From an algorithmic perspective, the main overhead of the proposed framework comes from maintaining the test object pool, matching responses to test objects, and parsing and mutating protocol payload templates. Let N denote the number of active test objects in the pool. The pool is implemented as a hash-based data structure with bucket locks, so insertion, lookup, and removal of test objects are $O\left(1\right)$ on average. Response matching is also $O\left(1\right)$ with respect to N, because each response carries an identifier that is used as a hash key to locate its corresponding test object.

Moreover, for the ICPS protocol used in our evaluation, this cost is dominated by network latency and the processing time of the system under test. As the size of the ICPS and the complexity of its protocols grow, the dominant factor in overall runtime is therefore the volume of test traffic and the number of active test objects, rather than the asymptotic complexity of our framework.

At the same time, the memory footprint of the test object pool grows linearly with the number of in-flight test objects. Very large-scale ICPS deployments with thousands of concurrent test threads or extremely large payloads would require careful resource provisioning. A more detailed scalability study that covers heterogeneous industrial protocols, deeper protocol stacks, and multi-site deployments is left as future work.

6. Conclusions

In summary, this work presents a DIOTVF within a distributed crowdsourced platform for ICPS security testing and makes three main contributions. The crowdsourced platform provides the architectural context in which heterogeneous testing agents are coordinated, while the focus of this paper is on the design, implementation, and evaluation of the distributed input–output framework that serves as the platform’s core testing engine. Built on a four-layer cloud-based ICPS architecture, the proposed distributed crowdsourced testing architecture decouples heterogeneous testing agents from the system under test via a shared test object model and standardized test/verification ports, thereby supporting proactive, cross-network, cross-device, and cross-layer security testing under realistic deployment conditions. On top of this architecture, we design a delay-aware input–output testing and verification framework that uses a hash-based test object pool and explicit timeout management to maintain correct request–response matching under unpredictable communication delays, and combine a dynamic test–task management model with an asynchronous multithreaded testing architecture, optionally enhanced by an LLM-assisted thread controller, to support complete test verifications even in distributed environments with delays induced by data processing or network instability between test and verification ports. Experimental results show that, compared to Apache JMeter, Locust, and a baseline implementation, the proposed framework can achieve up to 2.6 times improvement in verification efficiency while maintaining a 100% valid verification rate in the sense defined in Section 5, i.e., every test request is matched to a response and successfully checked.

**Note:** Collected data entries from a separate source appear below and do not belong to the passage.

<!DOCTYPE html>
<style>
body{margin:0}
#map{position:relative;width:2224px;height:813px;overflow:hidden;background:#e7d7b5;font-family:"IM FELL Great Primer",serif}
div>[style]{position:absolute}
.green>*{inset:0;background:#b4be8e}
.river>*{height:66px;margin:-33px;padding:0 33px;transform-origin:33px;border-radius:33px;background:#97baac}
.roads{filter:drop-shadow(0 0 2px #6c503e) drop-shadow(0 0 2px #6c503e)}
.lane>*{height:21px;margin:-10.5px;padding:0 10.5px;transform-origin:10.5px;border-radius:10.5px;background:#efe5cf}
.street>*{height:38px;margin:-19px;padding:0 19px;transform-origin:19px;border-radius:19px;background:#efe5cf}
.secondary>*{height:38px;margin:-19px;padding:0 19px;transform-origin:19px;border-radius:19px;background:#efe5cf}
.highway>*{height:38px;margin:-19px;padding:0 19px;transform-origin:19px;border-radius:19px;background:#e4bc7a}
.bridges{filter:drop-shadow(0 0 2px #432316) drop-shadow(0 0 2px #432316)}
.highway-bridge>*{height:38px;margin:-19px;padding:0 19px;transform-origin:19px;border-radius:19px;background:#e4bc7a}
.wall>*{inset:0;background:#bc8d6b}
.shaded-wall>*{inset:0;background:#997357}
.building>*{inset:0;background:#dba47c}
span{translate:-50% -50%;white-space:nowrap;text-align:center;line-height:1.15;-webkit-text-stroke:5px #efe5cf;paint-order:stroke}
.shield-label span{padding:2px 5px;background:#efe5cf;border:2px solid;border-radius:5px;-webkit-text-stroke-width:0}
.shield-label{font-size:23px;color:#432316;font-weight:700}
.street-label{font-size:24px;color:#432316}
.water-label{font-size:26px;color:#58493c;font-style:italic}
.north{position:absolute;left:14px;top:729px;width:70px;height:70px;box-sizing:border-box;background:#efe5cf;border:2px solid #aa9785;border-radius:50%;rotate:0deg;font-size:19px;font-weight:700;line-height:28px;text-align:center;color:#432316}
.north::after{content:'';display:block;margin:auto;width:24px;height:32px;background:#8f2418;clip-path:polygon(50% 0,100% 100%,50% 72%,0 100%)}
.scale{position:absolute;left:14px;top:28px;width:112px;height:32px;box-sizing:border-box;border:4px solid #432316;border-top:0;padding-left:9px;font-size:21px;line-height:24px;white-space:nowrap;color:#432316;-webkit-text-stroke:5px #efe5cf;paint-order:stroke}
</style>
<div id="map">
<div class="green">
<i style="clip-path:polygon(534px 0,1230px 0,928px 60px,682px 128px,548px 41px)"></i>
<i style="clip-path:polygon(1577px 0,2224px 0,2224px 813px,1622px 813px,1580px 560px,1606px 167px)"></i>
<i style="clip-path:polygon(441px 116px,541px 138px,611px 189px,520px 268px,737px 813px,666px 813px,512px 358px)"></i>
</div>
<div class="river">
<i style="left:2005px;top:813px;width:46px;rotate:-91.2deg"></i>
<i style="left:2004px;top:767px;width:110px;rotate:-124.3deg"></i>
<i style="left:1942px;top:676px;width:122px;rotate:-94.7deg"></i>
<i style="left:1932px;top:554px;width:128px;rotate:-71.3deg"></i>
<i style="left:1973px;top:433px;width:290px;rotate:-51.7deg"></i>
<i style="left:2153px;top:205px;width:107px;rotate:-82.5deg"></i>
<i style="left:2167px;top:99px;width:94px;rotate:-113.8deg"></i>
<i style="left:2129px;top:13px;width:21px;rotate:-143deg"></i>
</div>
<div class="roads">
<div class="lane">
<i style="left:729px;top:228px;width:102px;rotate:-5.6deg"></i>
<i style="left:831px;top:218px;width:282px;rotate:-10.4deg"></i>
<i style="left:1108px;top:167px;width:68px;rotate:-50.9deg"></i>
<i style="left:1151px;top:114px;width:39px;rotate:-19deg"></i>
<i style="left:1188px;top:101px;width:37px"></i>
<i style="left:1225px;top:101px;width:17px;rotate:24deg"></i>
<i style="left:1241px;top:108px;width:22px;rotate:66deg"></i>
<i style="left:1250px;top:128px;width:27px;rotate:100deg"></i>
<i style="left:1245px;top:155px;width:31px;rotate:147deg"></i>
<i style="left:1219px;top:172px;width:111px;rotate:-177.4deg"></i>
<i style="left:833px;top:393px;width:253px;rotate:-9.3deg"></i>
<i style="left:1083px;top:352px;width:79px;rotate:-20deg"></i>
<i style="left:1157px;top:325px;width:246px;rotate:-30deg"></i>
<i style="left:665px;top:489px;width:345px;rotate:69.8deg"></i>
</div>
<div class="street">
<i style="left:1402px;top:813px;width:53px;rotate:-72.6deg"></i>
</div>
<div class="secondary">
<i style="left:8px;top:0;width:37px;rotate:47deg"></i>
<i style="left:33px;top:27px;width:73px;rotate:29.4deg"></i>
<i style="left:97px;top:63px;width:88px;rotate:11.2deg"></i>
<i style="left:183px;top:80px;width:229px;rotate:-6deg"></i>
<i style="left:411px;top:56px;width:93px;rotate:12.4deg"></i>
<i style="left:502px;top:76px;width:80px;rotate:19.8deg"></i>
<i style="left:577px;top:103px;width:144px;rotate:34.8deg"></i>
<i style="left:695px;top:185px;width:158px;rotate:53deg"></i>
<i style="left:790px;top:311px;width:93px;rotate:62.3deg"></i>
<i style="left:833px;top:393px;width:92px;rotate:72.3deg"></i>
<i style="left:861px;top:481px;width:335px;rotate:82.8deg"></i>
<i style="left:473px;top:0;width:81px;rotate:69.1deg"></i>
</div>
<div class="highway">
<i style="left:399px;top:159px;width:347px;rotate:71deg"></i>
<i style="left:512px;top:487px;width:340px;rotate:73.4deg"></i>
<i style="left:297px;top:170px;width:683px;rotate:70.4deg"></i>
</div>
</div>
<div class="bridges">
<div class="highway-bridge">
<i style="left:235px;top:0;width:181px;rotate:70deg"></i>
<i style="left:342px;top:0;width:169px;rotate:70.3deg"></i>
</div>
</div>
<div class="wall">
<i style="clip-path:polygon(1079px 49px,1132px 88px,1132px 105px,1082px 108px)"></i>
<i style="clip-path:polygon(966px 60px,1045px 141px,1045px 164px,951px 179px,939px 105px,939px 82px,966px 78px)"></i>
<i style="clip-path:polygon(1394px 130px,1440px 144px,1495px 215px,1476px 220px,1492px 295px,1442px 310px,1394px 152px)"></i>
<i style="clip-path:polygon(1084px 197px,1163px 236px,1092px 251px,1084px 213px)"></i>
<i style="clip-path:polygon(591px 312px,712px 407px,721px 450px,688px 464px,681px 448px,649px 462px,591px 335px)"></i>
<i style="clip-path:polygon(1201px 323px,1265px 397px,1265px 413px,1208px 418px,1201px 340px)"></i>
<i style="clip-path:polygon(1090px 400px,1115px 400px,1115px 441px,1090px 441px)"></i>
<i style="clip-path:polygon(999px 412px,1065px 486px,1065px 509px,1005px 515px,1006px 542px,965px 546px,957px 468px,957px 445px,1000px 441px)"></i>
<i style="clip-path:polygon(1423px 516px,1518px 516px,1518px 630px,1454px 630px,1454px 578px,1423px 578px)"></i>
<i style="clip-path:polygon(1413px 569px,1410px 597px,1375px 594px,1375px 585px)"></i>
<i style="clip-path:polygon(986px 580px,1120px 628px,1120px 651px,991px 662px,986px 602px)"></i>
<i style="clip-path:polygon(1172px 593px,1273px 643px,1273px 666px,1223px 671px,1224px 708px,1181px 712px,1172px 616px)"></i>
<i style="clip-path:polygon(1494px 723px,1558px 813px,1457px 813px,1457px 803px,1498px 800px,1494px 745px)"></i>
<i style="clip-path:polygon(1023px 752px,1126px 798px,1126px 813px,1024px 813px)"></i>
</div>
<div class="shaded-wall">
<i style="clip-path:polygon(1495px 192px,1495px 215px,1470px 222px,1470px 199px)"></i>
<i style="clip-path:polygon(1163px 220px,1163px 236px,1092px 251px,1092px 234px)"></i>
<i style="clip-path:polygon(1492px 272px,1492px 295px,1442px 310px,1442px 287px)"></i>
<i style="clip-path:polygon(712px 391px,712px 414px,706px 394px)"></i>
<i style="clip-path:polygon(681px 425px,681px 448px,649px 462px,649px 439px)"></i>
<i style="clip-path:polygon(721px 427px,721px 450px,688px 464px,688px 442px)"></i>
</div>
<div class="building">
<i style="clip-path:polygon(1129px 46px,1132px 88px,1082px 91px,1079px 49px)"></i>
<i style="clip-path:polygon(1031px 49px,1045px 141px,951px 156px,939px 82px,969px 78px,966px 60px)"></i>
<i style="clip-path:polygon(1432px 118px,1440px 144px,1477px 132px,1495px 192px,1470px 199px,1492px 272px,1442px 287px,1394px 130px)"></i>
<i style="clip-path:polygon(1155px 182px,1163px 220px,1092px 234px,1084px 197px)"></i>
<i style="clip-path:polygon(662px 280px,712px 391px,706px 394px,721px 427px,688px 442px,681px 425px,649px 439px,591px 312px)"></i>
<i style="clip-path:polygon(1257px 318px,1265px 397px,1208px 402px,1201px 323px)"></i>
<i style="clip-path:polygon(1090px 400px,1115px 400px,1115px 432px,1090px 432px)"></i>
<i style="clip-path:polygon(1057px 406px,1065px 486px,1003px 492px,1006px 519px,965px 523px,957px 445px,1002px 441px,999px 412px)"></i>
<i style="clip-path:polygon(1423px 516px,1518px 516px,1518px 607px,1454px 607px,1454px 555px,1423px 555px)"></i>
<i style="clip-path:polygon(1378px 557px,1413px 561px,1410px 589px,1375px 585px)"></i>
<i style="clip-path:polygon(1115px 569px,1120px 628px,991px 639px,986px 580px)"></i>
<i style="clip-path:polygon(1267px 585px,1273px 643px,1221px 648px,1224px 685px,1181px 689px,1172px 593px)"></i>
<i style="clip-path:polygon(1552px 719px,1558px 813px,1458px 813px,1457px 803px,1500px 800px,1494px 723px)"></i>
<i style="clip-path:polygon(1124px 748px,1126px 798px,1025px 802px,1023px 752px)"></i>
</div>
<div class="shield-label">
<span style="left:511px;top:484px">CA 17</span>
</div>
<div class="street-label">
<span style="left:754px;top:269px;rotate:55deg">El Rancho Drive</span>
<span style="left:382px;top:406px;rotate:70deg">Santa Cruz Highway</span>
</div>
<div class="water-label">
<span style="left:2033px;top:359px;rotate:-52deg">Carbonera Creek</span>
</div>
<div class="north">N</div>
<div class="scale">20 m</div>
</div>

In future work, we plan to extend the proposed framework along three directions. First, we will further enrich ICPS-specific evaluation, including tighter integration with hardware-in-the-loop PLCs, scan-cycle and jitter measurements, and protocol-aware behavioral metrics. Second, we aim to explore dynamic test templates and adaptive construction of test payloads based on intermediate verification results, in order to support fuzzing-style exploration of disordered responses and corner-case behaviors in industrial cyber-physical systems. Third, we will investigate deeper integration with formal specification and verification techniques, so that property-driven test generation and distributed runtime monitoring can be combined with the proposed crowdsourced testing platform to provide stronger assurance for ICPS security and reliability. In parallel, we plan to refine the risk classification introduced in the Introduction based on feedback from real deployments, so that future test campaigns can be systematically aligned with the most critical ICPS risk categories.